Auch hinsichtlich des Interesses ist Reparierbarkeit mittlerweile ins Hintertreffen geraten. Das ergab eine Untersuchung am Wuppertal Institut, die 3.000 deutsche Patentanmeldungen in den letzten 20 Jahren ins Visier nahm. Und die an den Tag brachte, dass – obwohl die Zahl der publizierten Patente um 71,6 Prozent zulegte – die Veröffentlichung von Patenten zur Reparaturfähigkeit sich um 21,6 Prozent reduzierte. Andererseits erfreuen sich Nischenentwicklungen wie Repair-Cafés, „Unverpackt“-Läden und lokale Sharing-Initiativen steigender Nachfrage. Solche Trends machen jedoch unter Umweltschutz-Aspekten nur Sinn, wenn sie Effekte zur Ressourceneinsparung bringen und diese Vorteile nicht wieder durch Rebound-Effekte verspielen: Es hilft ökologisch wenig, Lebensmittelabfälle zu vermeiden und das gesparte Geld in eine Flugreise zu stecken. Und auf den ersten Blick erscheint es auch wirtschaftlich riskant, in Abfallvermeidung zu investieren, da es so gut wie keine Datenbasis für Maßnahmen zur Umweltschonung gibt.

Dennoch lässt das Beispiel Irland aufhorchen. Im Jahr 2004 verpasste sich der Inselstaat ein nationales Abfallvermeidungsprogramm. Die 25 Unterprogramme lassen nach Ansicht des Wuppertal Instituts erkennen, „dass durch konkrete Abfallvermeidungsmaßnahmen enorme ökonomische Potenziale freigesetzt werden können“. Die Investitionen bewegten sich im Bereich von 30.000 bis 374.000 Euro – insgesamt 1.428.000 Euro. Die erzielten Einsparungen hingegen lagen zwischen 142.000 und 6.000.000 Euro – insgesamt 23.241.000 Euro. Die kleinste Rendite erzielte das Ressourcenförderungsprogramm „Green Retail“. Der größten ökonomischen Effekte konnten sich „Green Healthcare“ und „Smart Farming“ erfreuen: Das Projekt zur „Einführung von Ressourceneffzienz und Abfallvermeidung in Gesundheitseinrichtungen“ brachte es auf eine 35fache und das Unternehmen „für ein besseres Ressourcenmanagement im Landwirtschaftssektor“ auf eine 44fache Rendite.

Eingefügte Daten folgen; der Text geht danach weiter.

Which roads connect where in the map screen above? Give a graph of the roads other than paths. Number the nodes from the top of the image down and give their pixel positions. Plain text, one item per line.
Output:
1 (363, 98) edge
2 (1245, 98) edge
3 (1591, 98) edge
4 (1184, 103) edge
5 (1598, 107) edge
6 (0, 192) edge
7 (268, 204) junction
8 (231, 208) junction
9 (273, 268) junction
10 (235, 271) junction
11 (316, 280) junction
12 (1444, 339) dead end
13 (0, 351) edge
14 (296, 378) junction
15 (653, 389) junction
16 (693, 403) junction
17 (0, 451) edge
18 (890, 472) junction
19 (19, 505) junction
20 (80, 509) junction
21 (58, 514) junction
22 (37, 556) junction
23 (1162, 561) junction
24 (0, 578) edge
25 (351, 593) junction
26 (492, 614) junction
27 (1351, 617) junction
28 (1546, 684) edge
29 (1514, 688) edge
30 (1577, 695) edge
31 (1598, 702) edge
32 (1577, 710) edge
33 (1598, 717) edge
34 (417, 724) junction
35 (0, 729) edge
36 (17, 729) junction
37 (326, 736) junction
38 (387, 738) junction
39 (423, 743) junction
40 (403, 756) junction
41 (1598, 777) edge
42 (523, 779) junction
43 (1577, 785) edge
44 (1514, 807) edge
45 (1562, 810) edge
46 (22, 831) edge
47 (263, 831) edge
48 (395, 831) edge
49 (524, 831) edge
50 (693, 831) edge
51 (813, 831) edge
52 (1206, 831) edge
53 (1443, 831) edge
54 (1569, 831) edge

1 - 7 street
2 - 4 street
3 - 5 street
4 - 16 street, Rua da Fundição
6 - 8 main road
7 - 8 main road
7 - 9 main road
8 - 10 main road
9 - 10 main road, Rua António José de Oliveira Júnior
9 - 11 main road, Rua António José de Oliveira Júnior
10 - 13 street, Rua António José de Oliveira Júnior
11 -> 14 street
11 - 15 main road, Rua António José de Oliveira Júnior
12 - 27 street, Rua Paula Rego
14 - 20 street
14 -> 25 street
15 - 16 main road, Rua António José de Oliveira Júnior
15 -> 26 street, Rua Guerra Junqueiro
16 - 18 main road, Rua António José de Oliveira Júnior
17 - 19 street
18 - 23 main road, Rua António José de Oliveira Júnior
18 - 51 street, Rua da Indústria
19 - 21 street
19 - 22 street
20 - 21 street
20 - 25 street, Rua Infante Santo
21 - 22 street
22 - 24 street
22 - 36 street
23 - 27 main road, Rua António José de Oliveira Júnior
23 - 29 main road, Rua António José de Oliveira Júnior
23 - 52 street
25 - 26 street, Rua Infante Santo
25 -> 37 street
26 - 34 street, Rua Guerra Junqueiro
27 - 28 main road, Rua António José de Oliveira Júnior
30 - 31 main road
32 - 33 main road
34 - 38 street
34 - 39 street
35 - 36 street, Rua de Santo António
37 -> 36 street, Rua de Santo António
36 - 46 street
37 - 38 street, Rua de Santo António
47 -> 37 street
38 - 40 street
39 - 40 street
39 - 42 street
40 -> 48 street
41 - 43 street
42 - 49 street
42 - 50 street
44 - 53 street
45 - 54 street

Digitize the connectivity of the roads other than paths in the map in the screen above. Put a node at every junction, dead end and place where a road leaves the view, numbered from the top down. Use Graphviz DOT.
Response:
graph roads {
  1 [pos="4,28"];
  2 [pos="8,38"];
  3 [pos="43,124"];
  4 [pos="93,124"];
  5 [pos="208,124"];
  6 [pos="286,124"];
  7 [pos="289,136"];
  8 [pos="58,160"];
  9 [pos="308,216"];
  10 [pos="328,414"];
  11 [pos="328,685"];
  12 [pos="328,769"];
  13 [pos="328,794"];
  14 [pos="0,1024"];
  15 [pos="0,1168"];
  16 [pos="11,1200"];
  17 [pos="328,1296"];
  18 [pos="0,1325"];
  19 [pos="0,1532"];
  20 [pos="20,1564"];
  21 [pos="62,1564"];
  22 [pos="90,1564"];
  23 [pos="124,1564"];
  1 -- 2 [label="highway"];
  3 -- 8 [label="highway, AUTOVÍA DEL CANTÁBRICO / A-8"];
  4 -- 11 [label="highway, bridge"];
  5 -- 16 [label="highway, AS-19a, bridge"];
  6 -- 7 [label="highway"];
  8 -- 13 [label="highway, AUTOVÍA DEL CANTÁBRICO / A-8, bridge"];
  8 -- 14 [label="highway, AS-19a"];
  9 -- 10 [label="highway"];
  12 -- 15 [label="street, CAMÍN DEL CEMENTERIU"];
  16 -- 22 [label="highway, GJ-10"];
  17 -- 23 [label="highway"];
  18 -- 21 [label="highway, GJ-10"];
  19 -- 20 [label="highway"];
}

Solche Innovationsschübe sind mit einer Umweltpolitik nach Schema F nicht zu erzielen. So haben die politischen Vorgaben für Recyclingquoten und die Deponierung unbehandelter Abfälle zwar Investitionen und Innovationen in Deutschland in Gang gesetzt. Doch fehlen hierzulande weiterhin praktikable Rahmenbedingungen für Maßnahmen zur Abfallvermeidung. Nach Kenntnisstand des Wuppertal Instituts sind solche insbesondere dort wirksam, wo sie durch Investitionen unterstützt wird. Und wo „ein breites Spektrum an Akteuren vorausschauend eingebunden“ ist in den Lebenszyklus von Waren und Dienstleistungen. Als Beispiele werden beim schwedischen Umweltministerium die Abteilung „Nachhaltiges Produzieren und Konsumieren“ und die gemeinsame Stelle für Lebensmittelabfälle mit Unterstützung der Abfall- und Landwirtschaftspolitik in Belgien erwähnt. Deutschland sollte darum nicht nur seine Geschichte als Recyclingvorreiter weiterschreiben, sondern auch versuchen, sich in der Abfallvermeidung einen Namen zu machen, die schließlich an der Spitze der EU-Abfallhierarchie steht.

Dafür empfiehlt das Wuppertal Institut die Setzung von klar definierten und quantifizierbaren Indikatoren und Zielen. Schlägt die Einbindung von Kommunen und Industrie nach dem Vorbild des englischen Courtauld Commitment zur Reduktion von Lebensmittel- und Verpackungsabfällen vor. Regt an, sich Gedanken über die Art der Maßnahmen zu machen, die das Abfallaufkommen vermindern und/oder zur Kostenersparnis beitragen könnten. Und fragt nach Ansatzpunkten, die helfen, das Verhalten aller am Lebenszyklus von Waren und Dienstleistungen Beteiligten zu verändern.